Growing pains

Alice in Wonderland.jpg.653x0_q80_crop-smartSeeds come in various sizes, from the dust of foxgloves and grit of brassicas to the desiccated sponges of beetroot. All are shells containing new life. Some need to be frozen for a kick start, some drowned in a saucer of water overnight, some cooked over a radiator, but they have this in common: they must be shattered. Three times in the past few days, I’ve been reminded by the wise that stress is the trigger for growth.

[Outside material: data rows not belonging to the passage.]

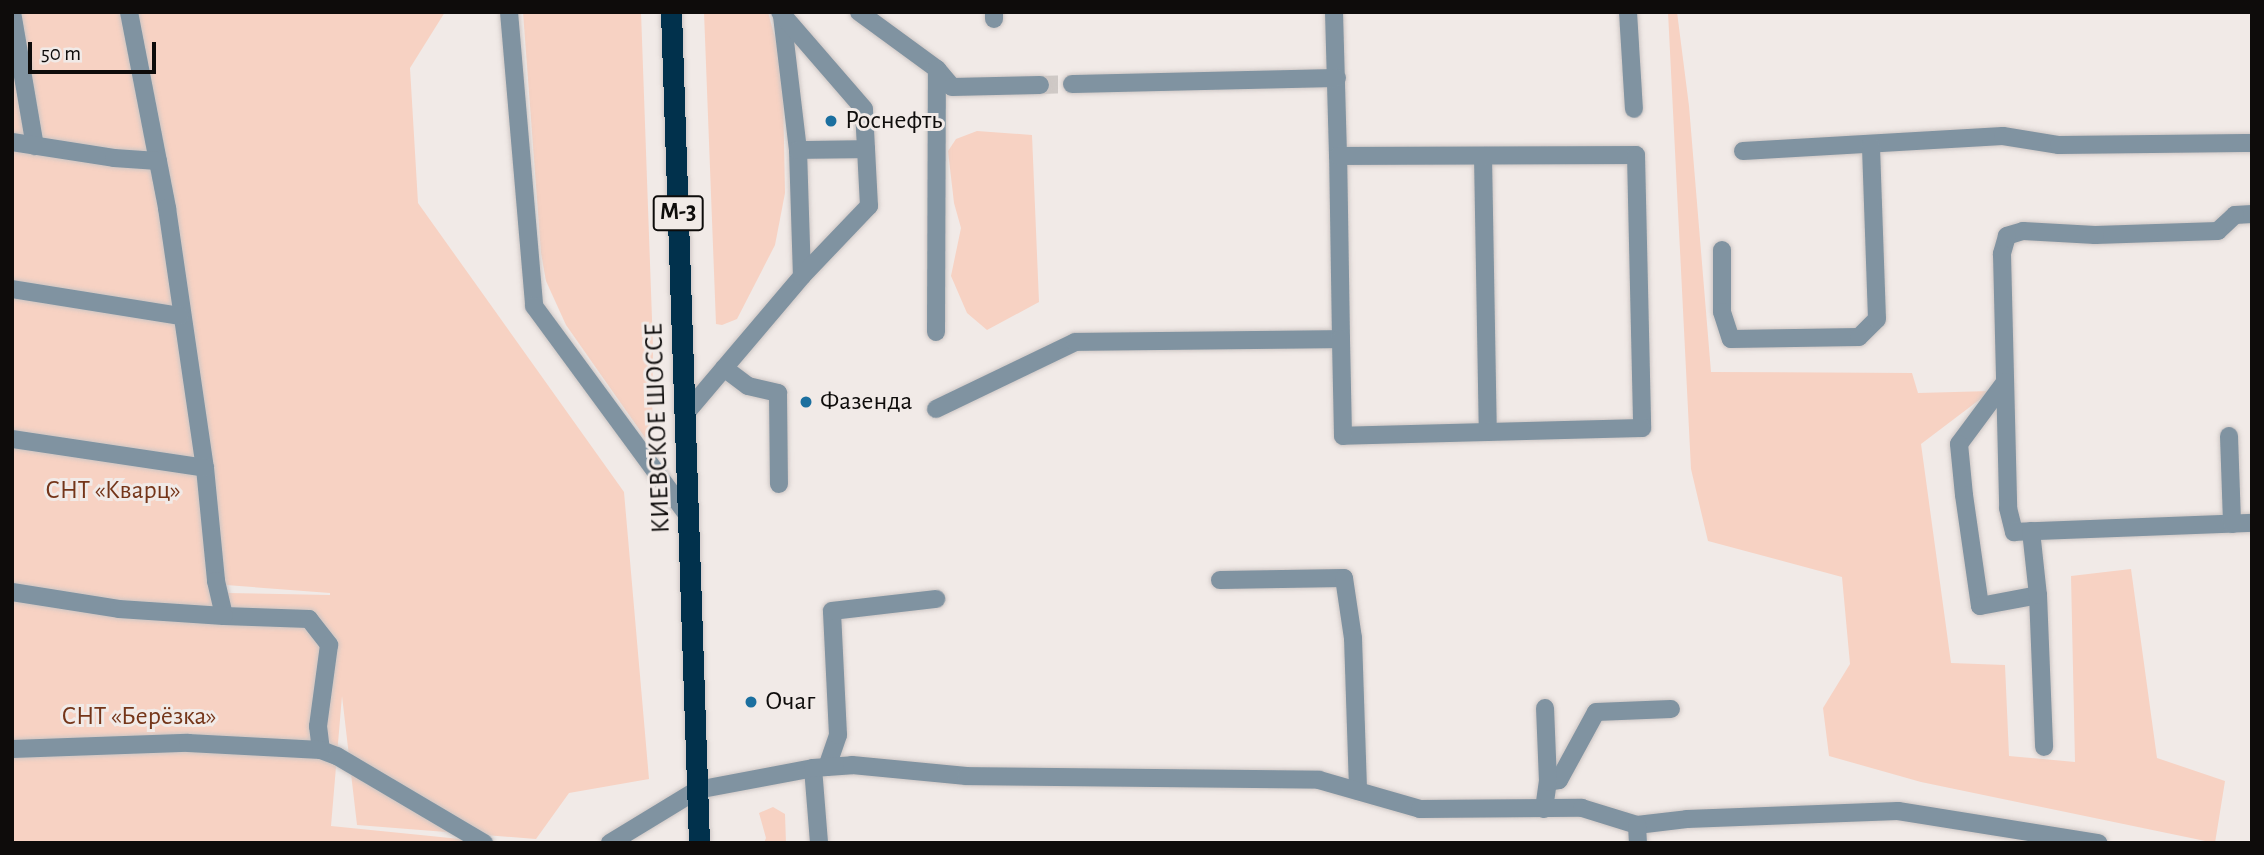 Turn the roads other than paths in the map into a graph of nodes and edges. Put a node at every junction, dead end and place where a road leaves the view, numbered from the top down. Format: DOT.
graph roads {
  1 [pos="12,12"];
  2 [pos="130,12"];
  3 [pos="509,12"];
  4 [pos="671,12"];
  5 [pos="859,12"];
  6 [pos="1335,12"];
  7 [pos="1628,12"];
  8 [pos="781,14"];
  9 [pos="937,69"];
  10 [pos="1337,78"];
  11 [pos="1072,84"];
  12 [pos="1041,85"];
  13 [pos="1634,109"];
  14 [pos="12,142"];
  15 [pos="2252,143"];
  16 [pos="35,146"];
  17 [pos="1871,146"];
  18 [pos="866,149"];
  19 [pos="798,150"];
  20 [pos="1743,151"];
  21 [pos="1338,156"];
  22 [pos="1483,156"];
  23 [pos="158,161"];
  24 [pos="2252,214"];
  25 [pos="1721,250"];
  26 [pos="802,276"];
  27 [pos="12,289"];
  28 [pos="180,316"];
  29 [pos="936,332"];
  30 [pos="1341,339"];
  31 [pos="724,369"];
  32 [pos="2005,382"];
  33 [pos="936,409"];
  34 [pos="686,413"];
  35 [pos="1488,432"];
  36 [pos="2229,436"];
  37 [pos="12,439"];
  38 [pos="205,468"];
  39 [pos="779,484"];
  40 [pos="689,517"];
  41 [pos="2252,523"];
  42 [pos="2232,524"];
  43 [pos="2031,531"];
  44 [pos="1220,580"];
  45 [pos="12,592"];
  46 [pos="2038,595"];
  47 [pos="936,599"];
  48 [pos="224,616"];
  49 [pos="1545,708"];
  50 [pos="1671,709"];
  51 [pos="2044,747"];
  52 [pos="12,748"];
  53 [pos="321,750"];
  54 [pos="820,768"];
  55 [pos="1548,782"];
  56 [pos="697,790"];
  57 [pos="1358,791"];
  58 [pos="1545,809"];
  59 [pos="1637,834"];
  60 [pos="484,843"];
  61 [pos="610,843"];
  62 [pos="699,843"];
  63 [pos="819,843"];
  64 [pos="2098,843"];
  1 -- 16 [label="street"];
  2 -- 23 [label="street"];
  3 -- 40 [label="street"];
  4 -- 34 [label="highway, КИЕВСКОЕ ШОССЕ / М-3"];
  5 -- 9 [label="street"];
  6 -- 10 [label="street"];
  7 -- 13 [label="street"];
  8 -- 18 [label="street"];
  8 -- 19 [label="street"];
  9 -- 12 [label="street"];
  9 -- 29 [label="street"];
  10 -- 11 [label="street"];
  10 -- 21 [label="street"];
  14 -- 16 [label="street"];
  15 -- 17 [label="street"];
  16 -- 23 [label="street"];
  17 -- 20 [label="street"];
  17 -- 25 [label="street"];
  18 -- 19 [label="street"];
  18 -- 26 [label="street"];
  19 -- 26 [label="street"];
  21 -- 22 [label="street"];
  21 -- 30 [label="street"];
  22 -- 35 [label="street"];
  22 -- 35 [label="street"];
  23 -- 28 [label="street"];
  24 -- 32 [label="street"];
  26 -- 31 [label="street"];
  27 -- 28 [label="street"];
  28 -- 38 [label="street"];
  30 -- 33 [label="street"];
  30 -- 35 [label="street"];
  31 -- 34 [label="street"];
  31 -- 39 [label="street"];
  32 -- 43 [label="street"];
  32 -- 46 [label="street"];
  34 -- 40 [label="highway, КИЕВСКОЕ ШОССЕ / М-3"];
  36 -- 42 [label="street"];
  37 -- 38 [label="street"];
  38 -- 48 [label="street"];
  40 -- 56 [label="highway, КИЕВСКОЕ ШОССЕ / М-3"];
  41 -- 42 [label="street"];
  42 -- 43 [label="street"];
  43 -- 46 [label="street"];
  44 -- 57 [label="street"];
  45 -- 48 [label="street"];
  46 -- 51 [label="street"];
  47 -- 54 [label="street"];
  48 -- 53 [label="street"];
  49 -- 55 [label="street"];
  50 -- 55 [label="street"];
  52 -- 53 [label="street"];
  53 -- 60 [label="street"];
  54 -- 56 [label="street"];
  54 -- 57 [label="street"];
  54 -- 63 [label="street"];
  55 -- 58 [label="street"];
  56 -- 61 [label="street"];
  56 -- 62 [label="highway, КИЕВСКОЕ ШОССЕ / М-3"];
  57 -- 58 [label="street"];
  58 -- 59 [label="street"];
  59 -- 64 [label="street"];
}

First, standing with a friend in the Ashmolean looking at a hand axe 300,000 years old, I voiced my rather clever, I thought, objection to evolution theory with the question, ‘How come one species grows out of another, but the original one remains? In other words, how come there are still chimps?’ She looked at me witheringly, as well she might. ‘The chimps were in a comfortable place.’ I fell backwards through time like Alice and got a glimpse of hungry hominids, cold and thirsty. Time to move, to migrate, or to change.
Second, a YouTube clip I came across on Facebook. Anyone with a beard like that has to be wise, so I listened…
[Unfortunately I am not evolved enough to embed a vid and get it to play when it doesn’t want to. Here’s the link: Responding to Stress. And if that doesn’t work, as it doesn’t for me, go to YouTube and search Rabbi Dr Abraham Twerski, Responding to Stress.]
Third, in my current favourite reading, Florida Scott-Maxwell’s Measure of my Days, this development of the thought:
Evolution is necessarily slow since we resent it so. A large proportion of our energy is used in holding it back, wanting to stop it if possible. The new good is refused countless times before it is accepted. The rare, the beautiful, the admirable are taken as rebukes, making us feel inferior, suggesting our improvement. Anything but that, so we mock at the new, recoil from the rare belittle the great, until finally grown accustomed … to ignore is easy.
And then a glimpse not of the distant past, but of now and how it is as I biff my husband to try something new, such as podcasts on his Kindle Fire.